(DATA TO PROCESS):
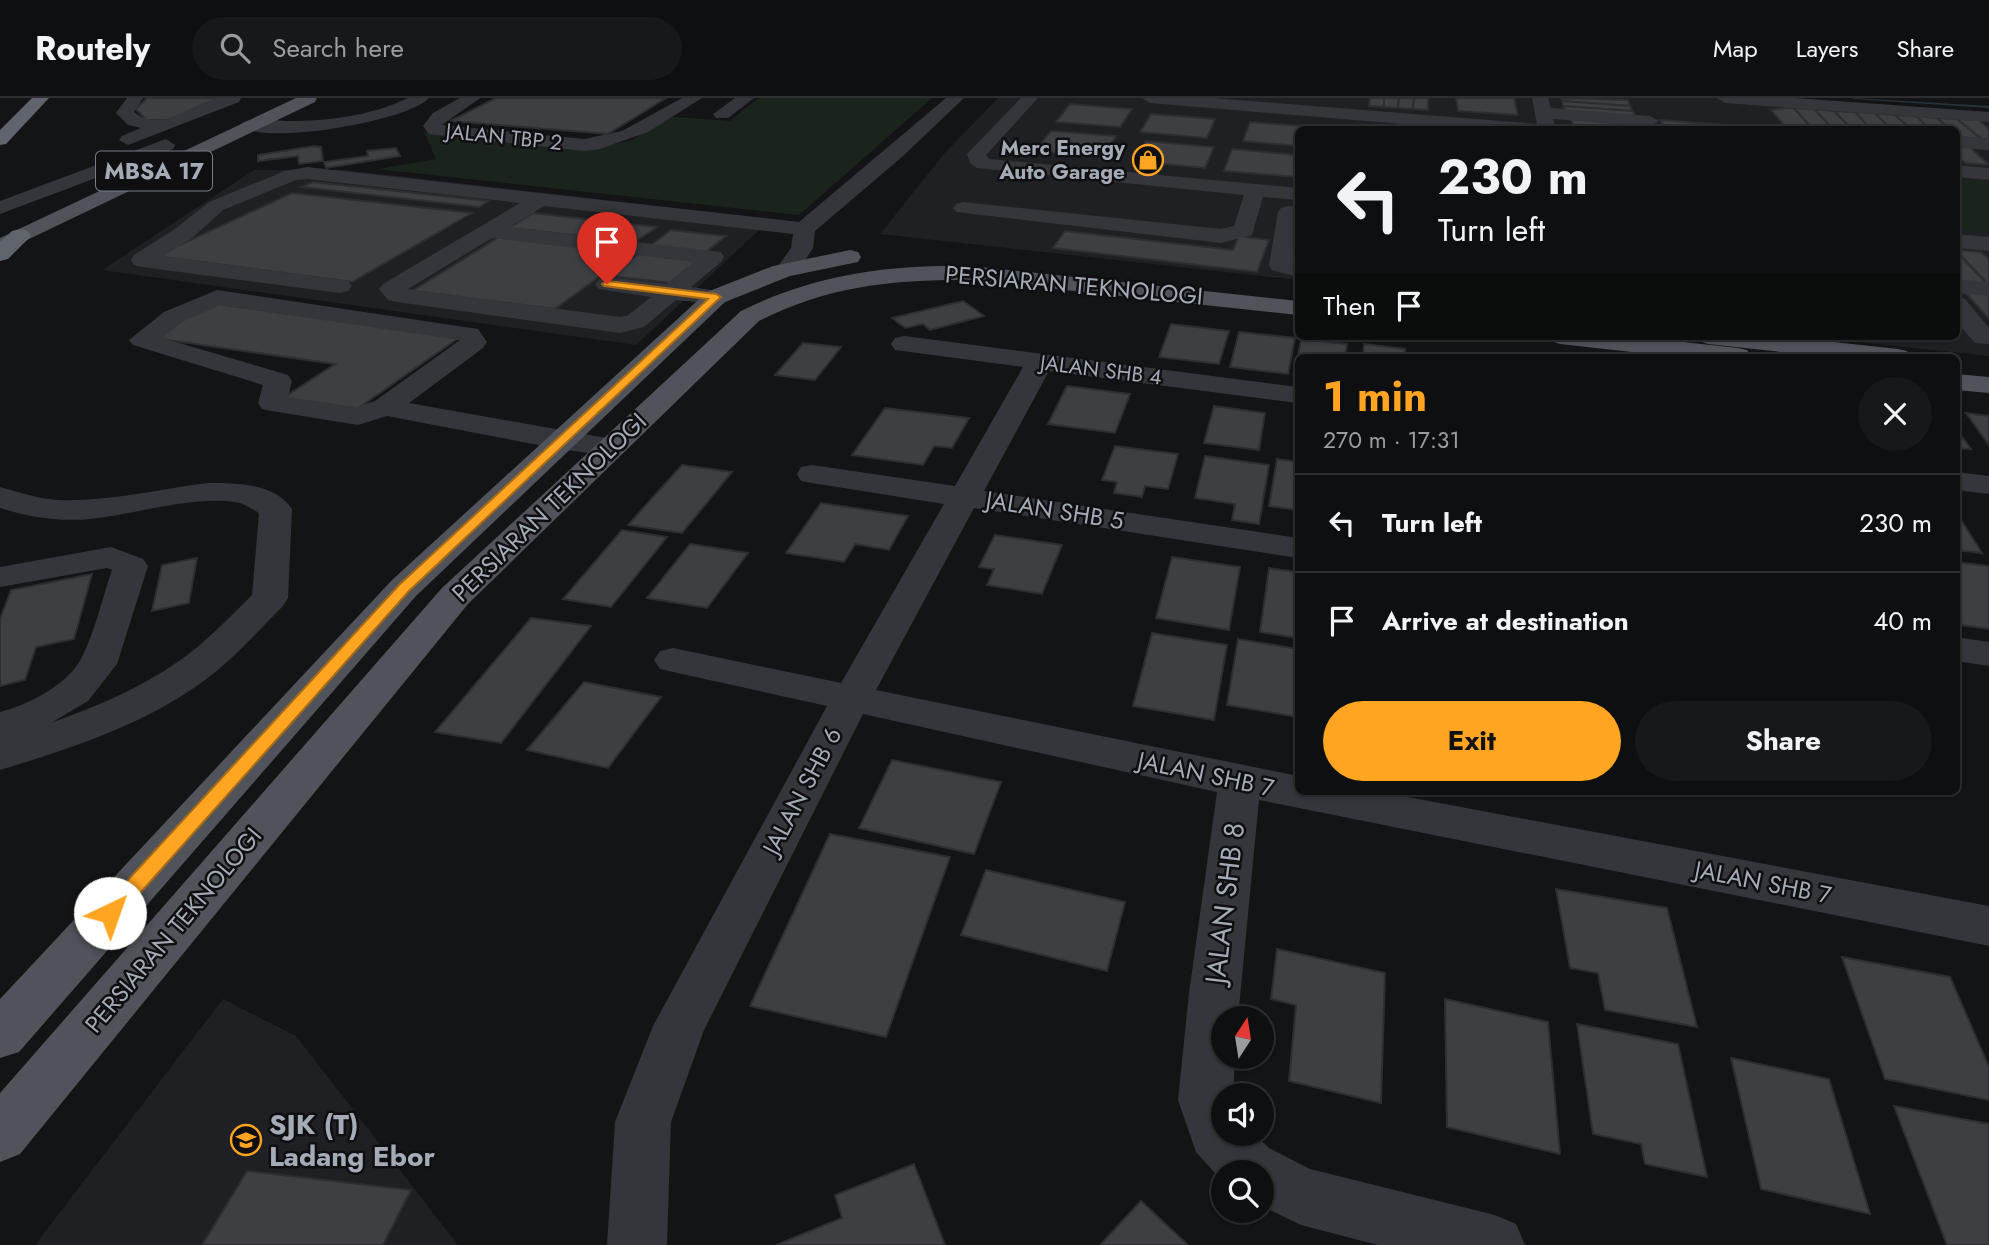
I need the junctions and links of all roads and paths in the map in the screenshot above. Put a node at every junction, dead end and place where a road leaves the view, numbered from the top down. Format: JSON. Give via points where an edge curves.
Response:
{"nodes":[{"id":1,"x":41,"y":98,"type":"edge"},
{"id":2,"x":135,"y":98,"type":"edge"},
{"id":3,"x":233,"y":98,"type":"edge"},
{"id":4,"x":269,"y":98,"type":"edge"},
{"id":5,"x":309,"y":98,"type":"edge"},
{"id":6,"x":421,"y":98,"type":"edge"},
{"id":7,"x":472,"y":98,"type":"edge"},
{"id":8,"x":694,"y":98,"type":"edge"},
{"id":9,"x":746,"y":98,"type":"edge"},
{"id":10,"x":956,"y":98,"type":"edge"},
{"id":11,"x":1030,"y":98,"type":"edge"},
{"id":12,"x":1150,"y":98,"type":"edge"},
{"id":13,"x":1639,"y":98,"type":"edge"},
{"id":14,"x":1947,"y":98,"type":"edge"},
{"id":15,"x":1730,"y":99,"type":"edge"},
{"id":16,"x":1989,"y":101,"type":"edge"},
{"id":17,"x":1248,"y":102,"type":"edge"},
{"id":18,"x":722,"y":114,"type":"dead end"},
{"id":19,"x":1544,"y":114,"type":"edge"},
{"id":20,"x":1747,"y":117,"type":"dead end"},
{"id":21,"x":1989,"y":117,"type":"edge"},
{"id":22,"x":1442,"y":120,"type":"edge"},
{"id":23,"x":328,"y":124,"type":"junction"},
{"id":24,"x":249,"y":125,"type":"junction"},
{"id":25,"x":1652,"y":125,"type":"edge"},
{"id":26,"x":162,"y":136,"type":"junction"},
{"id":27,"x":0,"y":140,"type":"edge"},
{"id":28,"x":338,"y":141,"type":"dead end"},
{"id":29,"x":1960,"y":142,"type":"edge"},
{"id":30,"x":118,"y":144,"type":"dead end"},
{"id":31,"x":1989,"y":144,"type":"edge"},
{"id":32,"x":1960,"y":172,"type":"edge"},
{"id":33,"x":1989,"y":174,"type":"edge"},
{"id":34,"x":1255,"y":190,"type":"junction"},
{"id":35,"x":1295,"y":194,"type":"edge"},
{"id":36,"x":533,"y":204,"type":"junction"},
{"id":37,"x":0,"y":208,"type":"edge"},
{"id":38,"x":963,"y":208,"type":"dead end"},
{"id":39,"x":1295,"y":213,"type":"edge"},
{"id":40,"x":0,"y":219,"type":"edge"},
{"id":41,"x":747,"y":228,"type":"junction"},
{"id":42,"x":488,"y":231,"type":"junction"},
{"id":43,"x":10,"y":241,"type":"edge"},
{"id":44,"x":1960,"y":241,"type":"edge"},
{"id":45,"x":1989,"y":244,"type":"edge"},
{"id":46,"x":806,"y":251,"type":"junction"},
{"id":47,"x":0,"y":254,"type":"edge"},
{"id":48,"x":713,"y":257,"type":"junction"},
{"id":49,"x":1295,"y":269,"type":"edge"},
{"id":50,"x":607,"y":284,"type":"dead end"},
{"id":51,"x":340,"y":286,"type":"dead end"},
{"id":52,"x":1960,"y":286,"type":"edge"},
{"id":53,"x":1989,"y":289,"type":"edge"},
{"id":54,"x":1295,"y":291,"type":"edge"},
{"id":55,"x":671,"y":292,"type":"junction"},
{"id":56,"x":716,"y":297,"type":"junction"},
{"id":57,"x":1295,"y":308,"type":"edge"},
{"id":58,"x":1960,"y":309,"type":"edge"},
{"id":59,"x":1960,"y":335,"type":"edge"},
{"id":60,"x":1986,"y":338,"type":"edge"},
{"id":61,"x":1612,"y":340,"type":"edge"},
{"id":62,"x":1744,"y":340,"type":"edge"},
{"id":63,"x":904,"y":344,"type":"dead end"},
{"id":64,"x":1721,"y":354,"type":"edge"},
{"id":65,"x":1871,"y":354,"type":"edge"},
{"id":66,"x":1040,"y":362,"type":"junction"},
{"id":67,"x":1960,"y":363,"type":"edge"},
{"id":68,"x":1989,"y":367,"type":"edge"},
{"id":69,"x":1960,"y":382,"type":"edge"},
{"id":70,"x":1989,"y":385,"type":"edge"},
{"id":71,"x":1295,"y":396,"type":"edge"},
{"id":72,"x":385,"y":407,"type":"junction"},
{"id":73,"x":559,"y":440,"type":"junction"},
{"id":74,"x":612,"y":447,"type":"junction"},
{"id":75,"x":812,"y":474,"type":"dead end"},
{"id":76,"x":1960,"y":481,"type":"edge"},
{"id":77,"x":1989,"y":485,"type":"edge"},
{"id":78,"x":965,"y":496,"type":"junction"},
{"id":79,"x":0,"y":497,"type":"edge"},
{"id":80,"x":1295,"y":548,"type":"edge"},
{"id":81,"x":0,"y":577,"type":"edge"},
{"id":82,"x":1960,"y":650,"type":"edge"},
{"id":83,"x":1989,"y":654,"type":"edge"},
{"id":84,"x":673,"y":660,"type":"dead end"},
{"id":85,"x":851,"y":699,"type":"junction"},
{"id":86,"x":0,"y":726,"type":"edge"},
{"id":87,"x":0,"y":755,"type":"edge"},
{"id":88,"x":1240,"y":781,"type":"junction"},
{"id":89,"x":1295,"y":792,"type":"edge"},
{"id":90,"x":1312,"y":795,"type":"edge"},
{"id":91,"x":1989,"y":926,"type":"edge"},
{"id":92,"x":0,"y":1035,"type":"edge"},
{"id":93,"x":0,"y":1135,"type":"edge"},
{"id":94,"x":1242,"y":1160,"type":"edge"},
{"id":95,"x":1274,"y":1181,"type":"edge"},
{"id":96,"x":637,"y":1245,"type":"edge"},
{"id":97,"x":1495,"y":1245,"type":"edge"}],
"edges":[{"from":1,"to":27,"type":"highway"},
{"from":2,"to":26,"type":"street","via":[[125,113]]},
{"from":3,"to":26,"type":"street"},
{"from":4,"to":26,"type":"main road","number":"MBSA 17"},
{"from":5,"to":24,"type":"main road","number":"MBSA 17"},
{"from":6,"to":23,"type":"street","via":[[392,111]]},
{"from":7,"to":8,"type":"street","name":"JALAN TBP 2","via":[[439,117],[432,126],[435,130],[584,145],[608,143],[629,136]]},
{"from":9,"to":18,"type":"street"},
{"from":10,"to":46,"type":"street","via":[[895,153]]},
{"from":11,"to":34,"type":"street","via":[[977,159],[984,164]]},
{"from":12,"to":17,"type":"street"},
{"from":13,"to":25,"type":"street"},
{"from":14,"to":16,"type":"street"},
{"from":15,"to":20,"type":"street"},
{"from":15,"to":21,"type":"street"},
{"from":17,"to":22,"type":"street"},
{"from":19,"to":22,"type":"street"},
{"from":19,"to":25,"type":"street"},
{"from":23,"to":24,"type":"street"},
{"from":23,"to":28,"type":"street"},
{"from":24,"to":43,"type":"main road","number":"MBSA 17"},
{"from":26,"to":30,"type":"street"},
{"from":26,"to":37,"type":"street"},
{"from":26,"to":40,"type":"main road","number":"MBSA 17"},
{"from":29,"to":31,"type":"street"},
{"from":32,"to":33,"type":"street"},
{"from":34,"to":35,"type":"street"},
{"from":34,"to":38,"type":"street","via":[[1244,230],[1221,236]]},
{"from":36,"to":41,"type":"street"},
{"from":36,"to":42,"type":"street"},
{"from":36,"to":51,"type":"street","via":[[322,174],[292,175],[216,205],[183,234],[142,260]]},
{"from":39,"to":49,"type":"street","via":[[1288,212],[1280,265]]},
{"from":41,"to":46,"type":"street"},
{"from":41,"to":48,"type":"street"},
{"from":42,"to":48,"type":"street"},
{"from":42,"to":55,"type":"street","via":[[391,289],[397,295],[620,325],[635,322]]},
{"from":43,"to":47,"type":"highway"},
{"from":44,"to":45,"type":"street"},
{"from":46,"to":54,"type":"main road","name":"PERSIARAN TEKNOLOGI","via":[[970,255]]},
{"from":46,"to":56,"type":"main road","name":"PERSIARAN TEKNOLOGI"},
{"from":48,"to":55,"type":"street"},
{"from":50,"to":55,"type":"street"},
{"from":52,"to":53,"type":"street"},
{"from":55,"to":56,"type":"street"},
{"from":56,"to":73,"type":"main road","name":"PERSIARAN TEKNOLOGI"},
{"from":57,"to":74,"type":"main road","name":"PERSIARAN TEKNOLOGI","via":[[971,273],[866,276],[818,287],[750,316]]},
{"from":58,"to":60,"type":"street"},
{"from":59,"to":60,"type":"street"},
{"from":61,"to":64,"type":"main road"},
{"from":62,"to":65,"type":"main road"},
{"from":63,"to":66,"type":"street","name":"JALAN SHB 4"},
{"from":66,"to":71,"type":"street","name":"JALAN SHB 4"},
{"from":66,"to":78,"type":"street","name":"JALAN SHB 6"},
{"from":67,"to":68,"type":"main road"},
{"from":69,"to":70,"type":"main road"},
{"from":72,"to":72,"type":"street","via":[[474,342],[470,334],[217,298],[173,317],[142,340],[278,381],[272,404],[358,416]]},
{"from":72,"to":73,"type":"street"},
{"from":73,"to":74,"type":"street"},
{"from":73,"to":92,"type":"main road","name":"PERSIARAN TEKNOLOGI","via":[[404,588]]},
{"from":74,"to":93,"type":"main road","name":"PERSIARAN TEKNOLOGI","via":[[455,596]]},
{"from":75,"to":78,"type":"street","name":"JALAN SHB 5"},
{"from":76,"to":77,"type":"street"},
{"from":78,"to":80,"type":"street","name":"JALAN SHB 5"},
{"from":78,"to":85,"type":"street","name":"JALAN SHB 6"},
{"from":79,"to":87,"type":"street","via":[[20,506],[52,509],[241,492],[276,509],[270,598],[219,649],[179,680],[70,733]]},
{"from":81,"to":86,"type":"street","via":[[111,557],[131,566],[98,664],[74,692],[25,720]]},
{"from":82,"to":83,"type":"street"},
{"from":84,"to":85,"type":"street","name":"JALAN SHB 7"},
{"from":85,"to":88,"type":"street","name":"JALAN SHB 7"},
{"from":85,"to":96,"type":"street","name":"JALAN SHB 6","via":[[679,1026],[643,1122]]},
{"from":88,"to":89,"type":"street","name":"JALAN SHB 7"},
{"from":88,"to":94,"type":"street","name":"JALAN SHB 8","via":[[1205,1100],[1216,1133]]},
{"from":90,"to":91,"type":"street","name":"JALAN SHB 7"},
{"from":95,"to":97,"type":"street","name":"JALAN SHB 8","via":[[1301,1196]]}]}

(TASK GOAL): Scan the records for the word "MBSA", and copy each line where it is found.

(EXERCISE ANSWER):
{"from":4,"to":26,"type":"main road","number":"MBSA 17"},
{"from":5,"to":24,"type":"main road","number":"MBSA 17"},
{"from":24,"to":43,"type":"main road","number":"MBSA 17"},
{"from":26,"to":40,"type":"main road","number":"MBSA 17"},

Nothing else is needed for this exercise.